72. It is the highlighted portion of the final passage quoted from the judgment of Taylor J.A. which the Crown suggests supports the existence of an “interplay” between the doctrines of public interest immunity and solicitorclient privilege.
73. Two thing are clear from the reasons of Taylor J.A. in this Court. The first is that the ruling of Oppal J. with respect to the inapplicability of common law solicitor-client privilege was not open to reconsideration by this court. The second is that this Court did not consider the substance of the specific objections raised in subparagraph (b) of paragraph 15 of the certificate filed in support of the claim for public interest immunity. Thus, the fact that the appeal was allowed cannot be taken as affirming the right of the Crown to raise solicitor-client privilege as a “specified public interest”, as the certificate purported to do in the above emphasized portion of that sub-paragraph. The judgment of this court goes no further than to confirm that no “blanket” claim of immunity could be given effect with respect to any of the public interest grounds specified in the certificate, and to re-open for future consideration the specified public interest grounds upon which immunity was claimed in paragraph 15 of the certificate.
74. That said, it is in any event apparent from the reasons of Taylor J.A. taken as a whole, that in the passage relied upon he goes no further than to suggest that the preservation of confidentiality in respect of communications between police and their legal advisors is a factor to be weighed in the balance when considering a claim of public interest immunity with respect to the content of those communications.

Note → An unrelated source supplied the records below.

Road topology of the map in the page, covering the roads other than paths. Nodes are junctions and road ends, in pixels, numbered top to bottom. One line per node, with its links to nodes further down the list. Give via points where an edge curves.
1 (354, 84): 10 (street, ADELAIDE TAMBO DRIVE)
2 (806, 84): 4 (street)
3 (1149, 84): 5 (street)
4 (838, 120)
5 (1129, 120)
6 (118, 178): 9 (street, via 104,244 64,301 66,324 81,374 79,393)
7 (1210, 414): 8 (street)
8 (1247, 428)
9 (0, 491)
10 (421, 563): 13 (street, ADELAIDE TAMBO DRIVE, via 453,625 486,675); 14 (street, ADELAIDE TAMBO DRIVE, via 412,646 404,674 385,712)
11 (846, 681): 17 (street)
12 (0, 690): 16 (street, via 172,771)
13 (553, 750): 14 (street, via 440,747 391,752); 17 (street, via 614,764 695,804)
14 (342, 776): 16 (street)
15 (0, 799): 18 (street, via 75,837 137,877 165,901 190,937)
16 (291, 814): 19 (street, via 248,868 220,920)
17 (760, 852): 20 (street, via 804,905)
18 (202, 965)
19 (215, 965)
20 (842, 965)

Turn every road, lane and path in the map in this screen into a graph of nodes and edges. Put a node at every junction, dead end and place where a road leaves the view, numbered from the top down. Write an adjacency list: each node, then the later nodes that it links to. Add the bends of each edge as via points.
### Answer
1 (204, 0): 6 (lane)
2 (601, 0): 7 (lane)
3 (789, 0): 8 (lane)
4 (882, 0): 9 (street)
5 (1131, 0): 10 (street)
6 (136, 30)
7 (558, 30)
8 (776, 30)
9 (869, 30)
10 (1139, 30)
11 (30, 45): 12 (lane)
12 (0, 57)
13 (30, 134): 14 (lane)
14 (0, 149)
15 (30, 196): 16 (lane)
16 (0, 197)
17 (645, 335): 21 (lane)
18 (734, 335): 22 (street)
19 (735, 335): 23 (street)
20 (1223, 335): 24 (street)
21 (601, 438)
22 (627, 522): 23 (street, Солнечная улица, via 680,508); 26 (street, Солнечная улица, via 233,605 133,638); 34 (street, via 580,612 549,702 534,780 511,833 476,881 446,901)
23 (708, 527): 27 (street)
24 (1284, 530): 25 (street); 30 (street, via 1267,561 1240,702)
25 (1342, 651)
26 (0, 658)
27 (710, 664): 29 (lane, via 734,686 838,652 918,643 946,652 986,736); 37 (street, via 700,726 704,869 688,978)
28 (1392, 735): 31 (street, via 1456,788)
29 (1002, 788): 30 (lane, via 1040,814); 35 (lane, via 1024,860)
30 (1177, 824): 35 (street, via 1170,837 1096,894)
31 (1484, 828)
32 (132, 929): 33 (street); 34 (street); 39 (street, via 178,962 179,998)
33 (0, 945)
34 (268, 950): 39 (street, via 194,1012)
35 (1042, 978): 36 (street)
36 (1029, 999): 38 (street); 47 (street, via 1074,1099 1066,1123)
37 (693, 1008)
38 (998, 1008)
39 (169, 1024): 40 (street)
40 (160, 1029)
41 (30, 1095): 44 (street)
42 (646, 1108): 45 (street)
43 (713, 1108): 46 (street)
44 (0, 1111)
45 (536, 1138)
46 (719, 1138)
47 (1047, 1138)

This is hardly an assertion of any “interplay” between solicitor-client privilege and public interest immunity.
75. Confidentiality and solicitor-client privilege are quite different concepts. Confidential communications are those that pass between parties to a confidential relationship, 1.e., they are communications which originate in a confidence that they will not be disclosed. Many communications originate in the course of relationships that are regarded as confidential, at least by the parties, if not generally. But as is clear from the decision of the Supreme Court of Canada in Slavutych v. Baker, [1976] 1 S.C.R. 254, 55 D.L.R. (3d) 224, which adopted Wigmore’s four criteria for the establishment of privilege on a case by case basis, confidentiality by itself is never enough to establish a privilege.
76. The fact that intra-government communications originated in what the parties thereto regard as a confidential relationship, may or may not be an important consideration when considering a claim for public interest immunity. Lord Cross expressed the view that it was in his speech in the Alfred Crompton Amusement Machines Ltd. case, supra, at page 433:
“Confidentiality” is not a separate head of privilege, but may be a very material consideration to bear in mind when privilege is claimed on grounds of public interest.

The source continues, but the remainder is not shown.